Risultati: La durata media della TCM è stata di circa 9,7 mesi vs 13,5 mesi del trattamento dialitico. I pazienti in dialisi hanno una probabilità di sopravvivenza a un anno di 0,52 [CI 0,38-0,64] vs 0,48 [CI 0,33-0,62] nei pazienti in TCM, a fronte tuttavia di un maggior numero di ospedalizzazioni (IR 2,780 vs 1,269 nei pazienti in TCM), IRR 2,19 [CI 1,66-2,89], dato conforme a quanto descritto in letteratura.

Il 67% dei pazienti dializzati è deceduto in ospedale contro il 35% dei pazienti in TCM. Il 34% dei pazienti in TCM risulta ancora in vita al momento dell’analisi dei dati (31/01/2020); nessun paziente in dialisi è ancora in vita alla stessa data.

Conclusioni: Il ricorso al trattamento dialitico ha mostrato un effetto marginale, ancorché significativo, sulla sopravvivenza media dei pazienti nefropatici fragili, a spese però di un aumento anch’esso significativo del numero di ospedalizzazioni con conseguente impatto sulla qualità di vita. La scelta del percorso (TCM vs dialisi) non dovrebbe dunque essere condizionata solo dal numero delle comorbidità, ma soprattutto dalla tipologia di queste ultime, rappresentando di volta in volta un elemento sul piatto della bilancia a favore della scelta conservativa o dialitica.

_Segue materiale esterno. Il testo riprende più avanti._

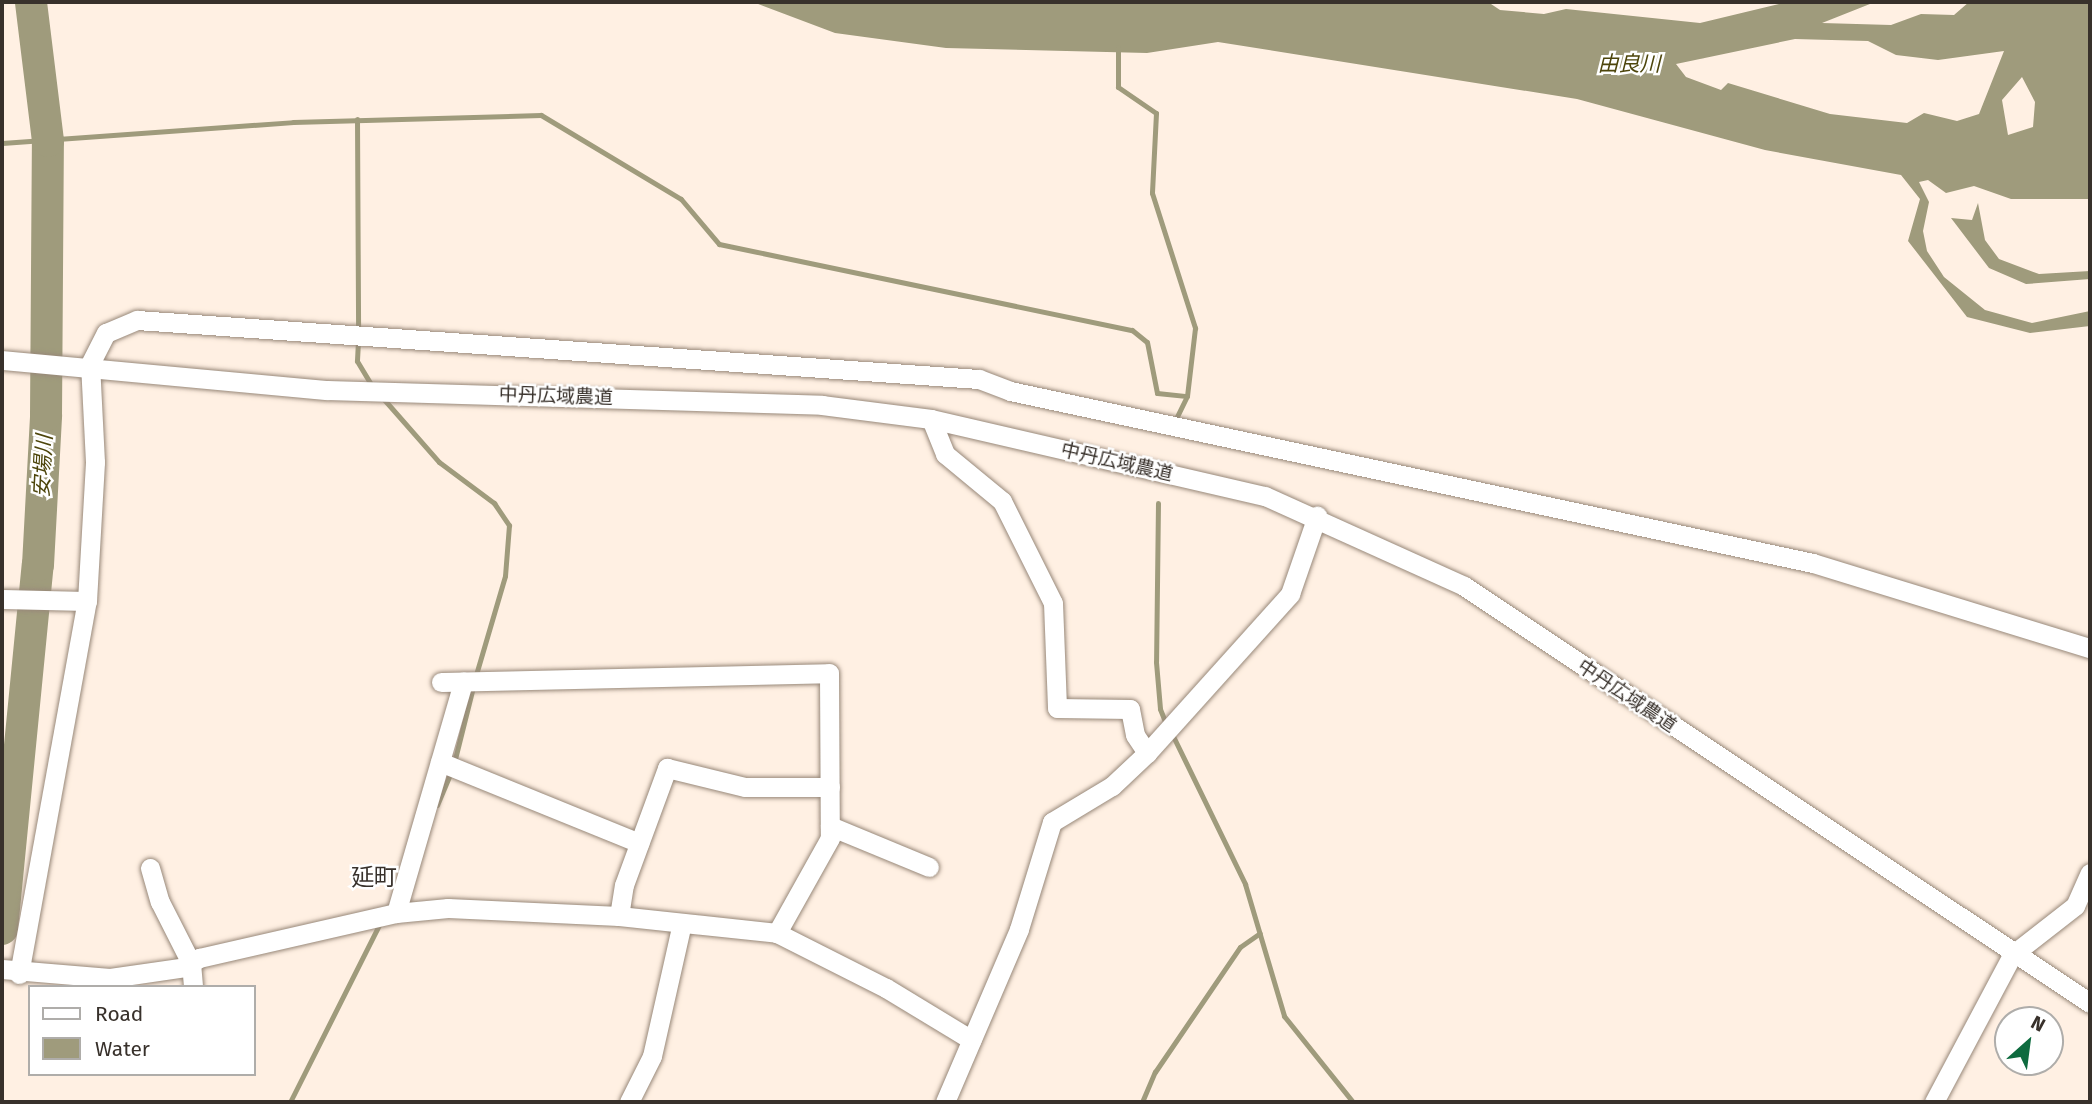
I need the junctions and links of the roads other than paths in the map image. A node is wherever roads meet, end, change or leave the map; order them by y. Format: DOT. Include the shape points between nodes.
graph roads {
  1 [pos="2,360"];
  2 [pos="86,364"];
  3 [pos="931,419"];
  4 [pos="1317,516"];
  5 [pos="2,599"];
  6 [pos="87,601"];
  7 [pos="2090,648"];
  8 [pos="441,682"];
  9 [pos="463,682"];
  10 [pos="1153,746"];
  11 [pos="440,762"];
  12 [pos="830,787"];
  13 [pos="830,826"];
  14 [pos="639,843"];
  15 [pos="929,867"];
  16 [pos="150,868"];
  17 [pos="2090,873"];
  18 [pos="396,913"];
  19 [pos="619,916"];
  20 [pos="682,923"];
  21 [pos="777,933"];
  22 [pos="2012,955"];
  23 [pos="191,963"];
  24 [pos="10,971"];
  25 [pos="193,985"];
  26 [pos="2090,1003"];
  27 [pos="972,1040"];
  28 [pos="629,1102"];
  29 [pos="945,1102"];
  30 [pos="1934,1102"];
  1 -- 2 [label="street, 中丹広域農道"];
  2 -- 3 [label="street, 中丹広域農道" via="327,390 800,403"];
  2 -- 6 [label="street" via="95,463"];
  2 -- 7 [label="street" via="106,333 137,320 979,379 1010,391 1813,563"];
  3 -- 4 [label="street, 中丹広域農道" via="1240,490"];
  3 -- 10 [label="street" via="945,454 1002,501 1052,603 1058,708 1130,709 1135,735"];
  4 -- 10 [label="street" via="1290,594"];
  4 -- 22 [label="street, 中丹広域農道" via="1464,586"];
  5 -- 6 [label="street"];
  6 -- 24 [label="street"];
  8 -- 9 [label="street"];
  9 -- 11 [label="street"];
  9 -- 12 [label="street" via="828,673"];
  10 -- 27 [label="street" via="1112,786 1052,822 1019,929"];
  11 -- 14 [label="street"];
  11 -- 18 [label="street"];
  12 -- 13 [label="street"];
  12 -- 14 [label="street" via="745,787 667,768"];
  13 -- 15 [label="street"];
  13 -- 21 [label="street" via="830,838"];
  14 -- 19 [label="street"];
  16 -- 23 [label="street" via="160,902"];
  17 -- 22 [label="street" via="2075,906"];
  18 -- 19 [label="street" via="448,908"];
  18 -- 23 [label="street"];
  19 -- 20 [label="street"];
  20 -- 21 [label="street"];
  20 -- 28 [label="street" via="652,1056"];
  21 -- 27 [label="street" via="886,988"];
  22 -- 26 [label="street, 中丹広域農道"];
  22 -- 30 [label="street"];
  23 -- 24 [label="street" via="110,978"];
  23 -- 25 [label="street"];
  27 -- 29 [label="street"];
}
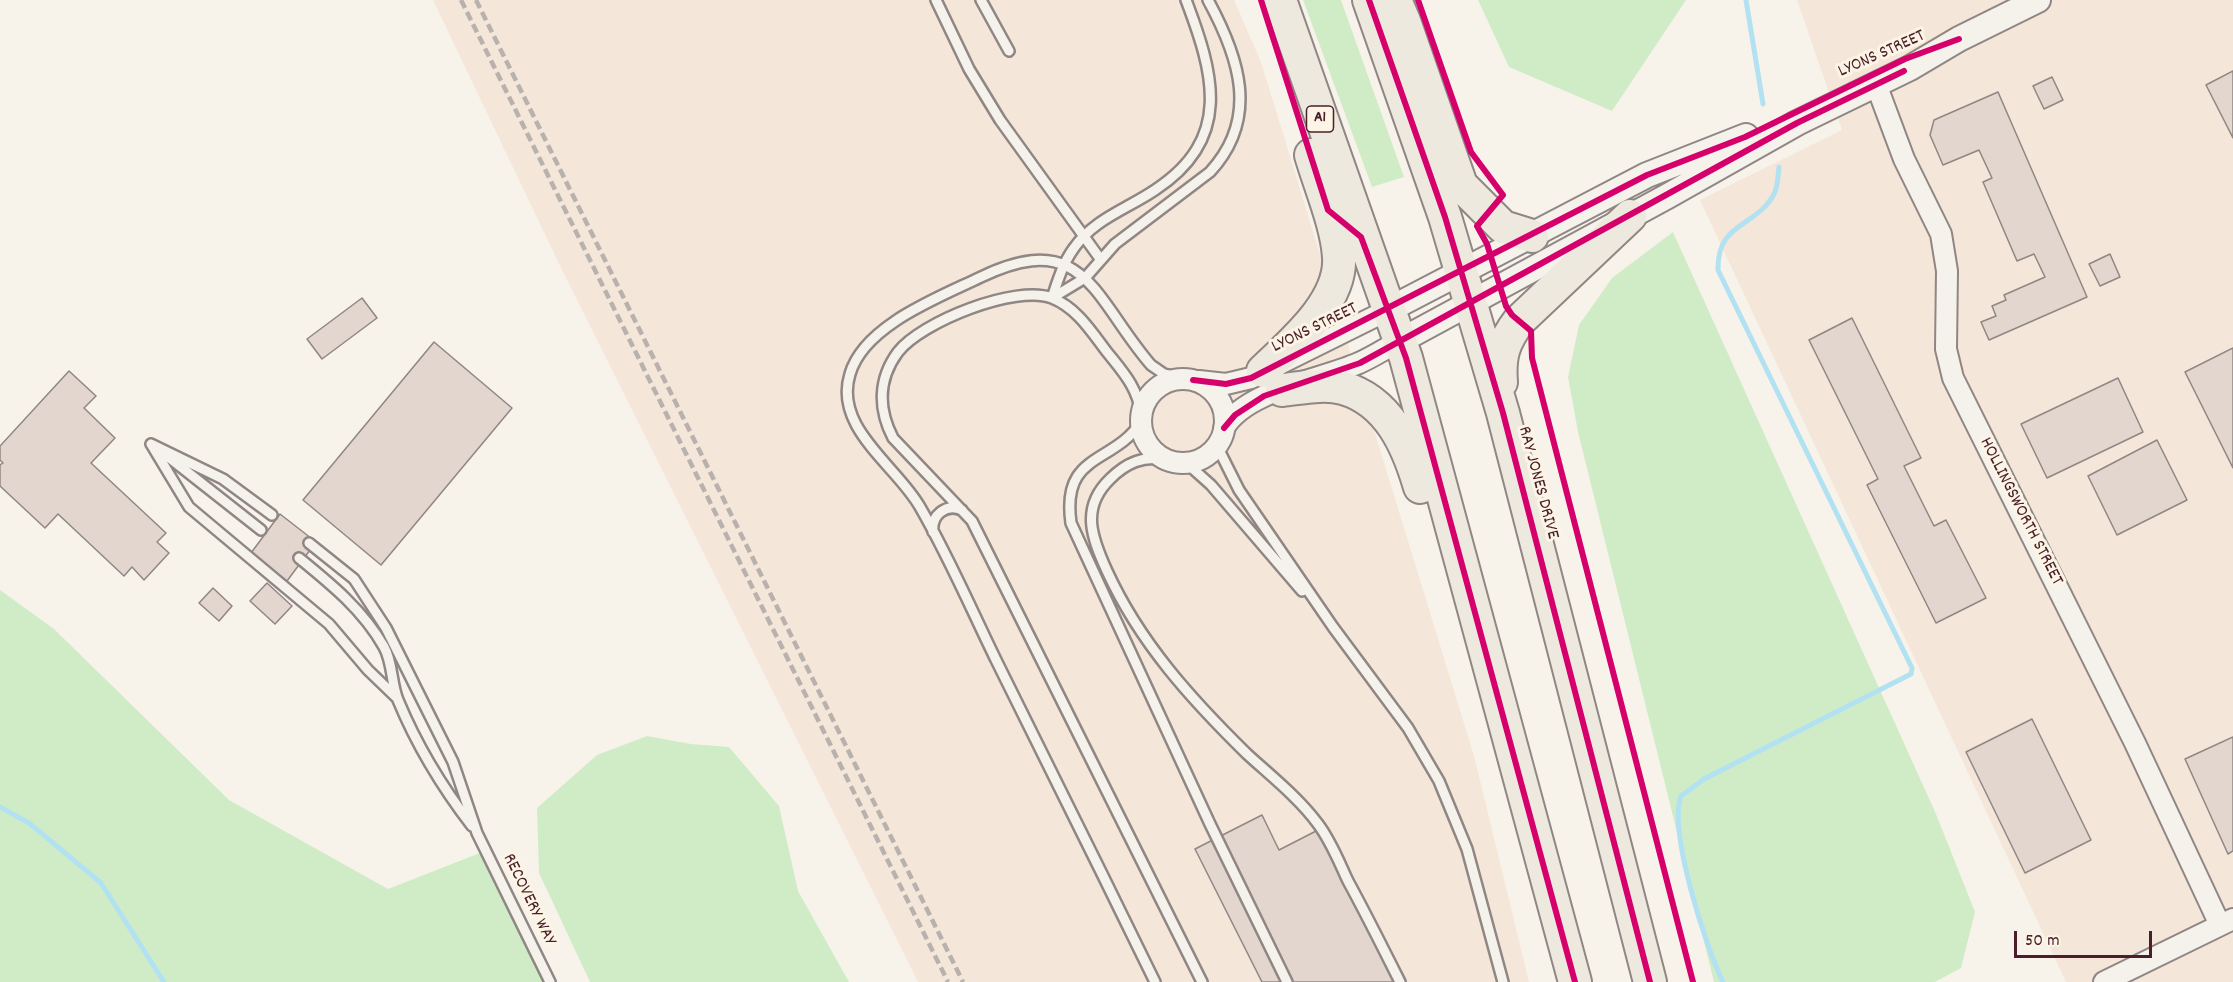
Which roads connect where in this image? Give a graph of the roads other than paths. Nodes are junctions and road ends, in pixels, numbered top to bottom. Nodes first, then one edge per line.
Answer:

Parole chiave: terapia conservativa, dialisi, sopravvivenza, fragilità

Introduzione

La Malattia Renale Cronica (MRC) è il destino comune di molte nefropatie che possono evolvere fino alla necessità del trattamento sostitutivo dialitico o del trapianto renale. Si tratta quindi di un significativo problema di salute pubblica non solo in quanto causa di morbidità nella popolazione generale, ma anche e soprattutto perché rappresenta un fattore di rischio indipendente per la compromissione, il declino funzionale e la fragilità associandosi ad outcomes negativi come eccesso di mortalità e ospedalizzazione [1].